PROBLEM DESCRIPTION:
The response must reproduce exactly every line of the material below holding the word "nodes".

DATASET RECORDS:
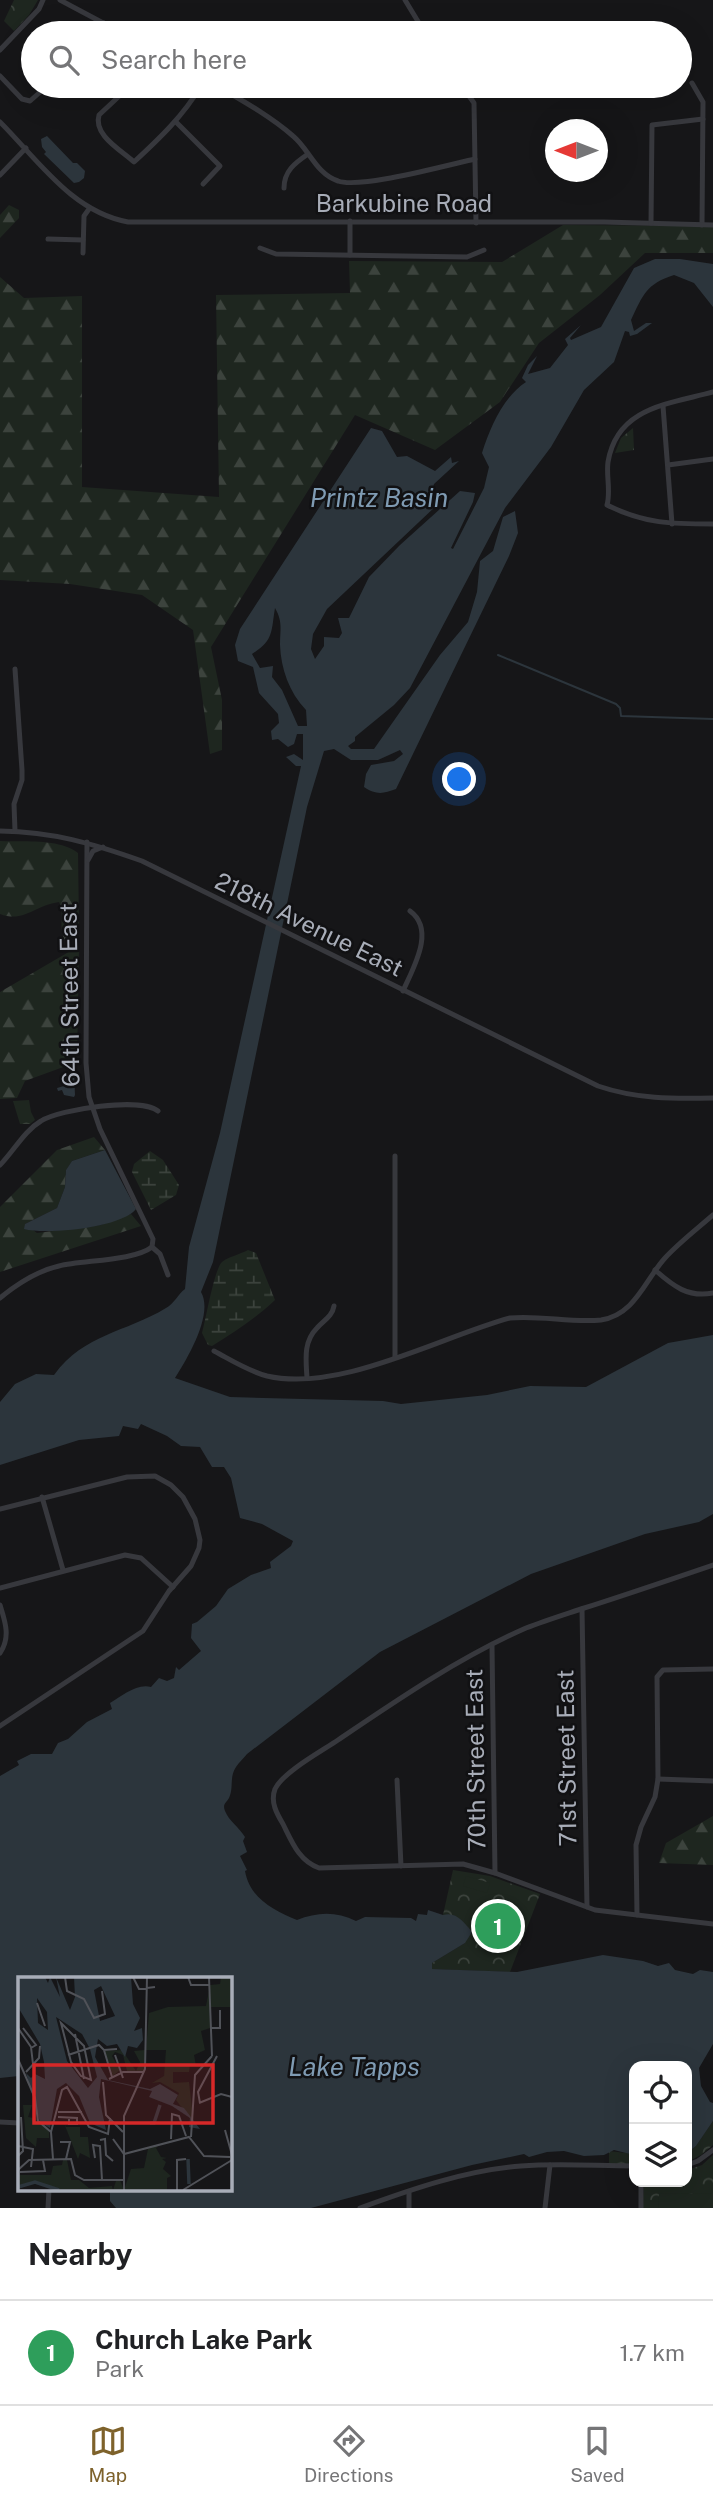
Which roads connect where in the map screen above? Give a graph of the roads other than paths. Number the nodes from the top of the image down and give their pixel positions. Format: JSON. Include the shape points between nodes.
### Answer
{"nodes":[{"id":1,"x":43,"y":0,"type":"edge"},
{"id":2,"x":60,"y":0,"type":"edge"},
{"id":3,"x":405,"y":0,"type":"edge"},
{"id":4,"x":28,"y":21,"type":"edge"},
{"id":5,"x":100,"y":21,"type":"edge"},
{"id":6,"x":418,"y":21,"type":"edge"},
{"id":7,"x":21,"y":28,"type":"edge"},
{"id":8,"x":0,"y":50,"type":"edge"},
{"id":9,"x":0,"y":76,"type":"edge"},
{"id":10,"x":692,"y":83,"type":"dead end"},
{"id":11,"x":21,"y":98,"type":"edge"},
{"id":12,"x":117,"y":98,"type":"edge"},
{"id":13,"x":193,"y":98,"type":"edge"},
{"id":14,"x":237,"y":98,"type":"edge"},
{"id":15,"x":470,"y":98,"type":"edge"},
{"id":16,"x":703,"y":120,"type":"junction"},
{"id":17,"x":0,"y":122,"type":"edge"},
{"id":18,"x":176,"y":122,"type":"junction"},
{"id":19,"x":26,"y":148,"type":"junction"},
{"id":20,"x":307,"y":154,"type":"junction"},
{"id":21,"x":475,"y":159,"type":"junction"},
{"id":22,"x":0,"y":174,"type":"edge"},
{"id":23,"x":203,"y":184,"type":"dead end"},
{"id":24,"x":284,"y":188,"type":"dead end"},
{"id":25,"x":89,"y":209,"type":"junction"},
{"id":26,"x":349,"y":221,"type":"junction"},
{"id":27,"x":476,"y":223,"type":"junction"},
{"id":28,"x":651,"y":223,"type":"junction"},
{"id":29,"x":702,"y":225,"type":"junction"},
{"id":30,"x":713,"y":225,"type":"edge"},
{"id":31,"x":48,"y":239,"type":"dead end"},
{"id":32,"x":83,"y":240,"type":"junction"},
{"id":33,"x":260,"y":248,"type":"dead end"},
{"id":34,"x":484,"y":250,"type":"dead end"},
{"id":35,"x":83,"y":253,"type":"dead end"},
{"id":36,"x":349,"y":255,"type":"junction"},
{"id":37,"x":713,"y":392,"type":"edge"},
{"id":38,"x":663,"y":406,"type":"junction"},
{"id":39,"x":713,"y":459,"type":"edge"},
{"id":40,"x":668,"y":465,"type":"junction"},
{"id":41,"x":672,"y":524,"type":"junction"},
{"id":42,"x":713,"y":524,"type":"edge"},
{"id":43,"x":15,"y":669,"type":"dead end"},
{"id":44,"x":0,"y":831,"type":"edge"},
{"id":45,"x":15,"y":831,"type":"junction"},
{"id":46,"x":87,"y":842,"type":"junction"},
{"id":47,"x":103,"y":847,"type":"junction"},
{"id":48,"x":87,"y":863,"type":"junction"},
{"id":49,"x":411,"y":911,"type":"dead end"},
{"id":50,"x":403,"y":991,"type":"junction"},
{"id":51,"x":713,"y":1098,"type":"edge"},
{"id":52,"x":90,"y":1106,"type":"junction"},
{"id":53,"x":158,"y":1111,"type":"dead end"},
{"id":54,"x":395,"y":1156,"type":"dead end"},
{"id":55,"x":0,"y":1164,"type":"edge"},
{"id":56,"x":713,"y":1215,"type":"edge"},
{"id":57,"x":152,"y":1247,"type":"junction"},
{"id":58,"x":655,"y":1270,"type":"junction"},
{"id":59,"x":168,"y":1275,"type":"dead end"},
{"id":60,"x":713,"y":1293,"type":"edge"},
{"id":61,"x":0,"y":1297,"type":"edge"},
{"id":62,"x":334,"y":1306,"type":"dead end"},
{"id":63,"x":214,"y":1351,"type":"dead end"},
{"id":64,"x":395,"y":1357,"type":"junction"},
{"id":65,"x":307,"y":1378,"type":"junction"},
{"id":66,"x":42,"y":1497,"type":"junction"},
{"id":67,"x":0,"y":1509,"type":"edge"},
{"id":68,"x":713,"y":1565,"type":"edge"},
{"id":69,"x":63,"y":1570,"type":"junction"},
{"id":70,"x":173,"y":1587,"type":"junction"},
{"id":71,"x":0,"y":1588,"type":"edge"},
{"id":72,"x":0,"y":1605,"type":"edge"},
{"id":73,"x":582,"y":1609,"type":"junction"},
{"id":74,"x":492,"y":1646,"type":"junction"},
{"id":75,"x":0,"y":1653,"type":"edge"},
{"id":76,"x":713,"y":1669,"type":"edge"},
{"id":77,"x":0,"y":1726,"type":"edge"},
{"id":78,"x":658,"y":1779,"type":"junction"},
{"id":79,"x":397,"y":1780,"type":"dead end"},
{"id":80,"x":713,"y":1781,"type":"edge"},
{"id":81,"x":401,"y":1866,"type":"junction"},
{"id":82,"x":495,"y":1873,"type":"junction"},
{"id":83,"x":587,"y":1907,"type":"junction"},
{"id":84,"x":637,"y":1915,"type":"junction"},
{"id":85,"x":713,"y":1924,"type":"edge"},
{"id":86,"x":0,"y":2122,"type":"edge"},
{"id":87,"x":18,"y":2123,"type":"edge"},
{"id":88,"x":713,"y":2150,"type":"edge"},
{"id":89,"x":692,"y":2163,"type":"edge"},
{"id":90,"x":550,"y":2165,"type":"junction"},
{"id":91,"x":629,"y":2166,"type":"edge"},
{"id":92,"x":641,"y":2187,"type":"edge"},
{"id":93,"x":49,"y":2190,"type":"edge"},
{"id":94,"x":409,"y":2192,"type":"junction"},
{"id":95,"x":48,"y":2208,"type":"edge"},
{"id":96,"x":360,"y":2208,"type":"edge"},
{"id":97,"x":409,"y":2208,"type":"edge"},
{"id":98,"x":545,"y":2208,"type":"edge"},
{"id":99,"x":641,"y":2208,"type":"edge"}],
"edges":[{"from":1,"to":4,"type":"street"},
{"from":2,"to":5,"type":"street"},
{"from":3,"to":6,"type":"street"},
{"from":7,"to":8,"type":"street"},
{"from":9,"to":11,"type":"street"},
{"from":10,"to":16,"type":"street","via":[[703,102]]},
{"from":12,"to":18,"type":"street","via":[[97,122],[102,134],[134,162]]},
{"from":13,"to":18,"type":"street"},
{"from":14,"to":20,"type":"street","via":[[287,131]]},
{"from":15,"to":21,"type":"street"},
{"from":16,"to":28,"type":"street","via":[[652,125]]},
{"from":16,"to":29,"type":"street"},
{"from":17,"to":19,"type":"street","name":"Barkubine Road"},
{"from":18,"to":23,"type":"street","via":[[220,166]]},
{"from":19,"to":22,"type":"street"},
{"from":19,"to":25,"type":"street","name":"Barkubine Road"},
{"from":20,"to":21,"type":"street","via":[[338,182],[351,183]]},
{"from":20,"to":24,"type":"street","via":[[291,166]]},
{"from":21,"to":27,"type":"street"},
{"from":25,"to":26,"type":"street","name":"Barkubine Road","via":[[135,223]]},
{"from":25,"to":32,"type":"street","via":[[84,216]]},
{"from":26,"to":27,"type":"street","name":"Barkubine Road"},
{"from":26,"to":36,"type":"street"},
{"from":27,"to":28,"type":"street","name":"Barkubine Road"},
{"from":28,"to":29,"type":"street","name":"Barkubine Road"},
{"from":29,"to":30,"type":"street","name":"Barkubine Road"},
{"from":31,"to":32,"type":"street"},
{"from":32,"to":35,"type":"street"},
{"from":33,"to":36,"type":"street","via":[[276,254]]},
{"from":34,"to":36,"type":"street","via":[[467,257]]},
{"from":37,"to":38,"type":"street"},
{"from":38,"to":40,"type":"street"},
{"from":38,"to":41,"type":"street","via":[[626,424],[614,442],[607,505],[643,520]]},
{"from":39,"to":40,"type":"street"},
{"from":40,"to":41,"type":"street"},
{"from":41,"to":42,"type":"street"},
{"from":43,"to":45,"type":"street","via":[[22,780],[14,804]]},
{"from":44,"to":45,"type":"street","name":"218th Avenue East"},
{"from":45,"to":46,"type":"street","name":"218th Avenue East"},
{"from":46,"to":47,"type":"street","name":"218th Avenue East"},
{"from":46,"to":48,"type":"street","name":"64th Street East"},
{"from":47,"to":48,"type":"street","via":[[93,851]]},
{"from":47,"to":50,"type":"street","name":"218th Avenue East","via":[[142,861]]},
{"from":48,"to":52,"type":"street","name":"64th Street East"},
{"from":49,"to":50,"type":"street","via":[[418,916],[422,939]]},
{"from":50,"to":51,"type":"street","name":"218th Avenue East","via":[[592,1084],[651,1098]]},
{"from":52,"to":53,"type":"street"},
{"from":52,"to":55,"type":"street","via":[[43,1119]]},
{"from":52,"to":57,"type":"street","name":"64th Street East","via":[[153,1239]]},
{"from":54,"to":64,"type":"street"},
{"from":56,"to":58,"type":"street"},
{"from":57,"to":59,"type":"street","name":"64th Street East"},
{"from":57,"to":61,"type":"street","via":[[50,1269]]},
{"from":58,"to":60,"type":"street","via":[[686,1292]]},
{"from":58,"to":64,"type":"street","via":[[630,1306],[610,1318],[510,1318]]},
{"from":62,"to":65,"type":"street","via":[[308,1341]]},
{"from":63,"to":65,"type":"street","via":[[261,1374]]},
{"from":64,"to":65,"type":"street"},
{"from":66,"to":67,"type":"street"},
{"from":66,"to":69,"type":"street"},
{"from":66,"to":70,"type":"street","via":[[127,1477],[163,1479],[187,1503],[200,1537],[194,1561]]},
{"from":68,"to":73,"type":"street"},
{"from":69,"to":70,"type":"street","via":[[131,1555],[149,1564]]},
{"from":69,"to":71,"type":"street"},
{"from":70,"to":77,"type":"street","via":[[139,1635]]},
{"from":72,"to":75,"type":"street","via":[[6,1638]]},
{"from":73,"to":74,"type":"street"},
{"from":73,"to":83,"type":"street","name":"71st Street East"},
{"from":74,"to":81,"type":"street","via":[[319,1753],[275,1790],[278,1815],[307,1863],[323,1868]]},
{"from":74,"to":82,"type":"street","name":"70th Street East"},
{"from":76,"to":78,"type":"street","via":[[658,1673]]},
{"from":78,"to":80,"type":"street"},
{"from":78,"to":84,"type":"street","via":[[636,1845]]},
{"from":79,"to":81,"type":"street"},
{"from":81,"to":82,"type":"street","via":[[463,1864]]},
{"from":82,"to":83,"type":"street"},
{"from":83,"to":84,"type":"street"},
{"from":84,"to":85,"type":"street"},
{"from":86,"to":87,"type":"street"},
{"from":88,"to":89,"type":"street"},
{"from":90,"to":91,"type":"street"},
{"from":90,"to":94,"type":"street","via":[[495,2169]]},
{"from":90,"to":98,"type":"street"},
{"from":92,"to":99,"type":"street"},
{"from":93,"to":95,"type":"street"},
{"from":94,"to":96,"type":"street"},
{"from":94,"to":97,"type":"street"}]}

SOLUTION TO THE EXERCISE:
Which roads connect where in the map screen above? Give a graph of the roads other than paths. Number the nodes from the top of the image down and give their pixel positions. Format: JSON. Include the shape points between nodes.
{"nodes":[{"id":1,"x":43,"y":0,"type":"edge"},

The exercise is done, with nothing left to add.